Estero Bluffs features a variety of scenic sites along its coast. Visitors can park and see San Geronimo Creek or Villa Creek, which are small lagoons that are present year-round and filled by a constantly running creek. There are also multiple lookout points, including Cayoucos Point, Estero Bay.

==History==
The Estero Bluffs area has been home to the Native American Chumash and Salinan people for over 10,000 years. They used various resources gathered from marine and terrestrial areas of the region in order to adapt to various environmental changes. In 1769, the Spanish Portola expedition passed by here. With the explorers came various European diseases that killed many of the indigenous people.
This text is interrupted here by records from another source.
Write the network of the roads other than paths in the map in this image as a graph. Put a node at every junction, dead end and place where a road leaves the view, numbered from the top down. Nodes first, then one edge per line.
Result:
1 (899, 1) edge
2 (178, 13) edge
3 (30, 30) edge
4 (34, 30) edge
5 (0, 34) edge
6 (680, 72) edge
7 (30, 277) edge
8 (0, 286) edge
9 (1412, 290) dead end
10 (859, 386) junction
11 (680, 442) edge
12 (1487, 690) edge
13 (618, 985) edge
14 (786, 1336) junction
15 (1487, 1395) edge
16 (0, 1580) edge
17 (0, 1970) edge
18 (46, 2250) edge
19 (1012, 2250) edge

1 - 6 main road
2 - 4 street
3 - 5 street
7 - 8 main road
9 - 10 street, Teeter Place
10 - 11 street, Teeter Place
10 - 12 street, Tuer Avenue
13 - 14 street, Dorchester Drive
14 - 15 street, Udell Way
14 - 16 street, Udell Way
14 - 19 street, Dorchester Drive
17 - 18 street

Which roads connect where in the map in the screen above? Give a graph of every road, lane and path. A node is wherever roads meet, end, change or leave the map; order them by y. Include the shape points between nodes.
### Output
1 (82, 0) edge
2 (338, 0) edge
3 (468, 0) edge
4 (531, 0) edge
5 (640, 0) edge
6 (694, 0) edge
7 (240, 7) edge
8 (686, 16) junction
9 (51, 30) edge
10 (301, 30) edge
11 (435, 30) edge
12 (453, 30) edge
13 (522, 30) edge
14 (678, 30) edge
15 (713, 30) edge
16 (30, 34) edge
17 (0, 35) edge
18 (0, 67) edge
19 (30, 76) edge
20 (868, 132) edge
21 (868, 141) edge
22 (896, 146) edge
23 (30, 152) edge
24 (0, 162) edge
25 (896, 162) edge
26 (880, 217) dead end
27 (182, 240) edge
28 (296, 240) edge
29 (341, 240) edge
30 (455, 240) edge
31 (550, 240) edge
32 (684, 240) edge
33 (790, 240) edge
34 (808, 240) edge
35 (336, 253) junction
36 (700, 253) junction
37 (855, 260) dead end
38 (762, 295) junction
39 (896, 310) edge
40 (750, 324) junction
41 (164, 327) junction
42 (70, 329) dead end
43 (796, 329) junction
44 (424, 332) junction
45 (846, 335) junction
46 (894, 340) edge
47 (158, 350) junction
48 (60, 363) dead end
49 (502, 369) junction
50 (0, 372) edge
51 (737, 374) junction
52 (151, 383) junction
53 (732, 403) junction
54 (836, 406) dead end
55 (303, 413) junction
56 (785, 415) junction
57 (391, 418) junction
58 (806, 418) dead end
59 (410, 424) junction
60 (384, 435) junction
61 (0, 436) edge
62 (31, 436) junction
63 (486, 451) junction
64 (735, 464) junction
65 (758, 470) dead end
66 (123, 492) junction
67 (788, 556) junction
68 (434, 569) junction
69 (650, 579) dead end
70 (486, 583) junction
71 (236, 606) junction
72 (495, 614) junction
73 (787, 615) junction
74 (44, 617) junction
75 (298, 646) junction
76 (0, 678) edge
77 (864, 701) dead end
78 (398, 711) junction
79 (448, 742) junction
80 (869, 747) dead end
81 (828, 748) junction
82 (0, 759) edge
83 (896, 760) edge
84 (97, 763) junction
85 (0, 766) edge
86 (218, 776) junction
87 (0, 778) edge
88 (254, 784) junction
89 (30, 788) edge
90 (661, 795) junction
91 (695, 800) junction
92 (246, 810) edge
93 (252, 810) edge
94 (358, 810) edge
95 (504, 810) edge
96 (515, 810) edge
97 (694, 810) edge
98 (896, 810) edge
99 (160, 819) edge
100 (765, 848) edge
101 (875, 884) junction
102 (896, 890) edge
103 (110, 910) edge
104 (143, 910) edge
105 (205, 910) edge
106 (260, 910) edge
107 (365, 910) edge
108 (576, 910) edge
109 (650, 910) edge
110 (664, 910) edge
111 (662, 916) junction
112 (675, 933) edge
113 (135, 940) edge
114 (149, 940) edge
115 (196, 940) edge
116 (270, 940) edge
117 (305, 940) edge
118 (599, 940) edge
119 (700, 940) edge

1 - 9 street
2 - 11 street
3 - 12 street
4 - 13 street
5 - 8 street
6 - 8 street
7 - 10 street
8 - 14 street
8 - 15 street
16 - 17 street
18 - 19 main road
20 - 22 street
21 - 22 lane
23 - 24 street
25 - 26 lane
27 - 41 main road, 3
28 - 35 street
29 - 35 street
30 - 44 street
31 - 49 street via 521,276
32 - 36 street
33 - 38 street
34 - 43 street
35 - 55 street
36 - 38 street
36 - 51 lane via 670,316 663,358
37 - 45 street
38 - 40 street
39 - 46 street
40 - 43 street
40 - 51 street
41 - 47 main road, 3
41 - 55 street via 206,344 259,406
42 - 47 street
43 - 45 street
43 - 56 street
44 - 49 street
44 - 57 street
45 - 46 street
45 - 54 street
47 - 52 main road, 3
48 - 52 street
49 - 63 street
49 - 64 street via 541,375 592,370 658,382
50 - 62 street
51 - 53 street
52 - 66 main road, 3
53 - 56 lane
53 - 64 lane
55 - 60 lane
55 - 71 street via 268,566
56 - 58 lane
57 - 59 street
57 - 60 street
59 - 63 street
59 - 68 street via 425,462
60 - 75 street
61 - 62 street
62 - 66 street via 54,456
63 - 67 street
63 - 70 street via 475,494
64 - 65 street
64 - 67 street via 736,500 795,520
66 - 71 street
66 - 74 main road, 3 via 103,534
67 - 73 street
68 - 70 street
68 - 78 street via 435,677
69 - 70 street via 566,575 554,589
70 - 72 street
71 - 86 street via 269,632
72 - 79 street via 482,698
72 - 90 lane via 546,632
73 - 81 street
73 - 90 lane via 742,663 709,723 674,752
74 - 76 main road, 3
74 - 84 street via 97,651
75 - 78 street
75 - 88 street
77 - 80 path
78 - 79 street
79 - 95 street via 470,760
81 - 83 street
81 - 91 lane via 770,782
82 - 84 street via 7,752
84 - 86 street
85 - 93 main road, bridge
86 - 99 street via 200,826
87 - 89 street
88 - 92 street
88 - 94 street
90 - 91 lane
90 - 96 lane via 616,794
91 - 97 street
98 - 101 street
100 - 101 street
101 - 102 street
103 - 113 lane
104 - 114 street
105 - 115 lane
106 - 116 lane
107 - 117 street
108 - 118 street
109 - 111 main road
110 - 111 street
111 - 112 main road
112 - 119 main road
From 1771 onward the area, which was Mission land, was used for cattle grazing. In 1842 Mexico granted Rancho San Geronimo, which includes much of the present-day Estero Bluffs State Park, to Rafael José Serapio Villavicencio. The land then passed through various owners until Abram Muscio bought it to develop a resort and residential subdivision. The people from surrounding communities opposed the project, and pushed for preservation. The Trust for Public Land bought the property in 2000, and deeded it to California State Parks in 2002. The Trust imposed a conservation easement that limits and prohibits certain activities on the land, such as the construction of public restrooms or the use of running water.

==Geology==
The park's foundation is built from rocks of the Franciscan Assemblage which dates back to around 140 million years, placing its formation sometime during the late Jurassic Period. Due to a shifting of tectonic plates, the land was raised above sea level to create the seaside cliffs that can be observed today.

==Plants and wildlife==
This area is home to several terrains, each of which has its own local plant life. The coastal scrubs and grasslands feature sagebrush and native flowers. The rocky outcrops are marked by wild grasses and seasonal wildflowers. The dunes and wetlands often overlap and yield vegetation and salt grass.
Estero Bluffs has very rich marine and terrestrial wildlife populations. In the ocean, the harbor seal and sea otter, a threatened species, utilize the intertidal areas for resting and foraging. From December to March, migrating whales pass through the area, gray whales in particular. Rabbits, ground squirrels, striped skunks and other rodents call the grasslands and coastal scrub of the park home. The grasslands also contain black-bellied slender salamanders, California kingsnakes, Pacific tree frogs, rattlesnakes and insects. The park hosts a variety of birds including the rare western snowy plover.